**BRIEF:**
In the material below, list every line carrying the string "name".

**RECORDS:**
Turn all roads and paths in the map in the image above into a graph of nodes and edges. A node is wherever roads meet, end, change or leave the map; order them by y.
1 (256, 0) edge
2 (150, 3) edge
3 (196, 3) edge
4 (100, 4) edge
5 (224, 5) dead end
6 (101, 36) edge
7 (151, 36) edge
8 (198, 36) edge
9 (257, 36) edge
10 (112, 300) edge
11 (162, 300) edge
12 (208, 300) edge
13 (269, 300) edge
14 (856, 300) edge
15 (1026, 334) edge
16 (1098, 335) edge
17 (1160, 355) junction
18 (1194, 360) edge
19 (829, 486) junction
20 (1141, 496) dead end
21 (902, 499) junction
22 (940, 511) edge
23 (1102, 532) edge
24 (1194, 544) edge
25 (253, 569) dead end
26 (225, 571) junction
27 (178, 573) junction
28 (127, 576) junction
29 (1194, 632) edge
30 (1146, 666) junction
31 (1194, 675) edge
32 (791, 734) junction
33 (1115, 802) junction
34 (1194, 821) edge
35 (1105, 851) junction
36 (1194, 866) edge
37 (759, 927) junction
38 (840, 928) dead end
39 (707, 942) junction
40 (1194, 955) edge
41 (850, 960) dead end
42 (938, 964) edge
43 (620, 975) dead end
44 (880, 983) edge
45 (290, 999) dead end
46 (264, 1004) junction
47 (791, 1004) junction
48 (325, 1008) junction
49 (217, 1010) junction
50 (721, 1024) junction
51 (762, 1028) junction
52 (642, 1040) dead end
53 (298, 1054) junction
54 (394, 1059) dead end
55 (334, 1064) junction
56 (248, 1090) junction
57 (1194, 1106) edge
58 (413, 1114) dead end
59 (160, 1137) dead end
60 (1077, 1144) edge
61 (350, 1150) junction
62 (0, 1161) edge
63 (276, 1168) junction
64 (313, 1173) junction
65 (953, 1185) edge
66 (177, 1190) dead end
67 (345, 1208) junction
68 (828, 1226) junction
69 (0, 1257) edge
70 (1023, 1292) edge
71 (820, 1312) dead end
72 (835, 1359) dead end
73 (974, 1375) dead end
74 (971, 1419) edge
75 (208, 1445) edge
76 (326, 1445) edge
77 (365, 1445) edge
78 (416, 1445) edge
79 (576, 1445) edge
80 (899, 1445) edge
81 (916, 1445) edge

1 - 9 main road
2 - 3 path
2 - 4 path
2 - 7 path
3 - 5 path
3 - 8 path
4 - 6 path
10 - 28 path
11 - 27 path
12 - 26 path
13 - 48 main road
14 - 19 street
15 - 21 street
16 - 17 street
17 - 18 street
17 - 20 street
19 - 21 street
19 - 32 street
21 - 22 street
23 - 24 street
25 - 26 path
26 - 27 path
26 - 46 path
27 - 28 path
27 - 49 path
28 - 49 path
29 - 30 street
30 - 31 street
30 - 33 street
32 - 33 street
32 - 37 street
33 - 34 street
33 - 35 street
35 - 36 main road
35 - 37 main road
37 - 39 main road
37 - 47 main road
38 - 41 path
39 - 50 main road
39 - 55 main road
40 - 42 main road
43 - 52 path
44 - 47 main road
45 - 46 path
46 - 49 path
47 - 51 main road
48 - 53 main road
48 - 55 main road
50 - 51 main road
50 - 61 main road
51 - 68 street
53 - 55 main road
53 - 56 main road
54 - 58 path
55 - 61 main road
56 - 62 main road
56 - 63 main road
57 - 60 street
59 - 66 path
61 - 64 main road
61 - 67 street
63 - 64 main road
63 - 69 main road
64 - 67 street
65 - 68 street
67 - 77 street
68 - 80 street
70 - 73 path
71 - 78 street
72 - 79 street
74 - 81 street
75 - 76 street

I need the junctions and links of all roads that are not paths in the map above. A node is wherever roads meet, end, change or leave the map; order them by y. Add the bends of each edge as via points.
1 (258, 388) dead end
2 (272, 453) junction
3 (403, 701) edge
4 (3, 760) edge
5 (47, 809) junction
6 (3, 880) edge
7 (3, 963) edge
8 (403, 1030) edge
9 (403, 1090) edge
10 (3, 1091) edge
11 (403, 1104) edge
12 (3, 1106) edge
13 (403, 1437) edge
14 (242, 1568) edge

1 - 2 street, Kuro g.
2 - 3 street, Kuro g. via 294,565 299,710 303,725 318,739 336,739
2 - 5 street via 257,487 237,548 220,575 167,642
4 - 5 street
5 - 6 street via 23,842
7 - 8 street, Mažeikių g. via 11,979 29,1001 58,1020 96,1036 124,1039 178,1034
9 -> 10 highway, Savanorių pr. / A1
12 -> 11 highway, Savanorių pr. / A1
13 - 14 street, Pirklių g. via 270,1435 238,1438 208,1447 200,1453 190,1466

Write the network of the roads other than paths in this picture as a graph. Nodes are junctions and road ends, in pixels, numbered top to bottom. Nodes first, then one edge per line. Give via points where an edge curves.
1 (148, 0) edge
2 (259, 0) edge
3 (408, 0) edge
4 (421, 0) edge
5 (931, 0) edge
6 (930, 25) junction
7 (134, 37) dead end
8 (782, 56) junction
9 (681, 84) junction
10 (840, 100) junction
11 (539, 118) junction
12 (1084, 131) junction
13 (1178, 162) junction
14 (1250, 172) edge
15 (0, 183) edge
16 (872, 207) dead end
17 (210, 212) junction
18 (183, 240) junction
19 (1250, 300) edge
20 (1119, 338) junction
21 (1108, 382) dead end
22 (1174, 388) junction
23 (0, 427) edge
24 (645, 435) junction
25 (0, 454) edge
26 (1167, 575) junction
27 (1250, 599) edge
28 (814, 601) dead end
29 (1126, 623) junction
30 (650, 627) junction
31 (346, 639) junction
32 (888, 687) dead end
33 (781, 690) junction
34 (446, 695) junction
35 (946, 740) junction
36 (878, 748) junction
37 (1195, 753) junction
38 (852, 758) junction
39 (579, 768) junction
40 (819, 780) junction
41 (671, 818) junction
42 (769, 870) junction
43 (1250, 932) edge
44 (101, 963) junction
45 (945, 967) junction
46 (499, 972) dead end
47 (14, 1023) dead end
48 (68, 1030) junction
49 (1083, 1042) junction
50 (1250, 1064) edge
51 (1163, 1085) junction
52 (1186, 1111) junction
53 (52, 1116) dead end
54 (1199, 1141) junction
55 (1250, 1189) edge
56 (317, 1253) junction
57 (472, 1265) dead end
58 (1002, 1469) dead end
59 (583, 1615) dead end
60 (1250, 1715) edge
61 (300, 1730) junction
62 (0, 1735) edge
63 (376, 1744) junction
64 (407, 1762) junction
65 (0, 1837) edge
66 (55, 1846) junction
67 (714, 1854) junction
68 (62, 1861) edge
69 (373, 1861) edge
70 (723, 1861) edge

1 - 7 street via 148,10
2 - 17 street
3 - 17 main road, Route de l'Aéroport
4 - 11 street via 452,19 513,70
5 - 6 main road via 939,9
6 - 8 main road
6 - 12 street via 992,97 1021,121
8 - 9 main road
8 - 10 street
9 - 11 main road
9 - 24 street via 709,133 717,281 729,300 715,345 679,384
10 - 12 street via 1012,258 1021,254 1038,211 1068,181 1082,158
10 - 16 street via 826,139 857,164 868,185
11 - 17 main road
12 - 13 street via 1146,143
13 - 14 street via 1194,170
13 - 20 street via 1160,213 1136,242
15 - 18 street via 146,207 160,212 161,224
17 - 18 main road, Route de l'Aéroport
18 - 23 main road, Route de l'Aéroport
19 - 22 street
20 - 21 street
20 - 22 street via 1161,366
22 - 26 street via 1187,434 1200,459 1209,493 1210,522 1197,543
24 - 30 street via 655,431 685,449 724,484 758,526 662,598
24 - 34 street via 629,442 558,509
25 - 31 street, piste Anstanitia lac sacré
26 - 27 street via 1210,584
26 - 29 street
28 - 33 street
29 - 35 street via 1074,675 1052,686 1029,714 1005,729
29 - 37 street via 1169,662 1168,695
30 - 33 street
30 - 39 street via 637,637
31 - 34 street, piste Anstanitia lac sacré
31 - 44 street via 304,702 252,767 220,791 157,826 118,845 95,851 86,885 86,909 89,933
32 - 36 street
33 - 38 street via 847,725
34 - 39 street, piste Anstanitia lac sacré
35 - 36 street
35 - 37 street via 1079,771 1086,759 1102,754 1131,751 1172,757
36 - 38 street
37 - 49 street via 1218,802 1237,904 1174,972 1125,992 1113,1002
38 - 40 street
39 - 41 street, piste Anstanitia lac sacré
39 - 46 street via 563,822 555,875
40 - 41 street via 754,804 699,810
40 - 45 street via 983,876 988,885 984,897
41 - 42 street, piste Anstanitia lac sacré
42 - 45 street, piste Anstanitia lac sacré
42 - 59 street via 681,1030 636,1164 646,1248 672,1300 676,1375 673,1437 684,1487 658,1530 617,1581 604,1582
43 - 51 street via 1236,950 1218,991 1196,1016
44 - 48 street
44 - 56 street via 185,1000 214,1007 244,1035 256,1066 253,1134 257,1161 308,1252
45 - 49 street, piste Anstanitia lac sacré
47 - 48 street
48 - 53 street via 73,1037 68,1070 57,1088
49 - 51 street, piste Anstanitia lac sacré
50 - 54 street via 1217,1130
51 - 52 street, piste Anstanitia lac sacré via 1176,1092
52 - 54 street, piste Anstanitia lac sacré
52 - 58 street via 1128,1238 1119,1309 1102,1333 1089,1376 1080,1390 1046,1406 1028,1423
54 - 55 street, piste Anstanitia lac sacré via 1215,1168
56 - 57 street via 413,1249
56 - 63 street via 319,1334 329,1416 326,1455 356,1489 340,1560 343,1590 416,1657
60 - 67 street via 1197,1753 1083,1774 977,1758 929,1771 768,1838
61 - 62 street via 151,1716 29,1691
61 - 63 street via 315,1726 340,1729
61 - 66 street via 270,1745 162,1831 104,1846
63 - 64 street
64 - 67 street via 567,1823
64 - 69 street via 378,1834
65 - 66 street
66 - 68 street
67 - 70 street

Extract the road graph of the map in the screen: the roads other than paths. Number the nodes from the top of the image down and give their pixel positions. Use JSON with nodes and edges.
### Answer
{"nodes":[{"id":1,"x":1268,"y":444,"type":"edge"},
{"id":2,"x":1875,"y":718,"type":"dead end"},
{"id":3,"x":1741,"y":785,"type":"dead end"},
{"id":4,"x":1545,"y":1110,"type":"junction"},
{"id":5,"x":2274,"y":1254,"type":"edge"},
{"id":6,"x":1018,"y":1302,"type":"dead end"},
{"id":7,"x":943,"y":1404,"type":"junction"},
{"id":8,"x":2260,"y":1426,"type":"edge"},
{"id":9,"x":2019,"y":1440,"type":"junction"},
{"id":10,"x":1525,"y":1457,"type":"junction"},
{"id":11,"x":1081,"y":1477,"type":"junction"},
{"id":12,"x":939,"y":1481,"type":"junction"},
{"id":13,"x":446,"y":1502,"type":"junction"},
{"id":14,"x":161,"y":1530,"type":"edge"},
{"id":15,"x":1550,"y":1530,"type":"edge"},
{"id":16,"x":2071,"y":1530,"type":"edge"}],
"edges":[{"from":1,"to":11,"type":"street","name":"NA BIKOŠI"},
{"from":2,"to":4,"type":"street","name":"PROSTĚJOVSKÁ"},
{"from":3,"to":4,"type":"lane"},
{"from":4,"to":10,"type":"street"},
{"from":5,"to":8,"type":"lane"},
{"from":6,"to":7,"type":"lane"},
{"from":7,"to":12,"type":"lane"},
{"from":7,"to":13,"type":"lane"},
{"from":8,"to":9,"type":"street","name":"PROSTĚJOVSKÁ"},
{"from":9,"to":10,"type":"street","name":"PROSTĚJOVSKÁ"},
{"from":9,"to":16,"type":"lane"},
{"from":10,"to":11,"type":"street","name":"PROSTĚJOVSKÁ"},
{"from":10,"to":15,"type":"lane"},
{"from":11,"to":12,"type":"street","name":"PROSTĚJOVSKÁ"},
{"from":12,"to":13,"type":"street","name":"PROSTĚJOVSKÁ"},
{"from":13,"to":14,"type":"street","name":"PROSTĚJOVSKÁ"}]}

**ANSWER SPACE:**
"edges":[{"from":1,"to":11,"type":"street","name":"NA BIKOŠI"},
{"from":2,"to":4,"type":"street","name":"PROSTĚJOVSKÁ"},
{"from":8,"to":9,"type":"street","name":"PROSTĚJOVSKÁ"},
{"from":9,"to":10,"type":"street","name":"PROSTĚJOVSKÁ"},
{"from":10,"to":11,"type":"street","name":"PROSTĚJOVSKÁ"},
{"from":11,"to":12,"type":"street","name":"PROSTĚJOVSKÁ"},
{"from":12,"to":13,"type":"street","name":"PROSTĚJOVSKÁ"},
{"from":13,"to":14,"type":"street","name":"PROSTĚJOVSKÁ"}]}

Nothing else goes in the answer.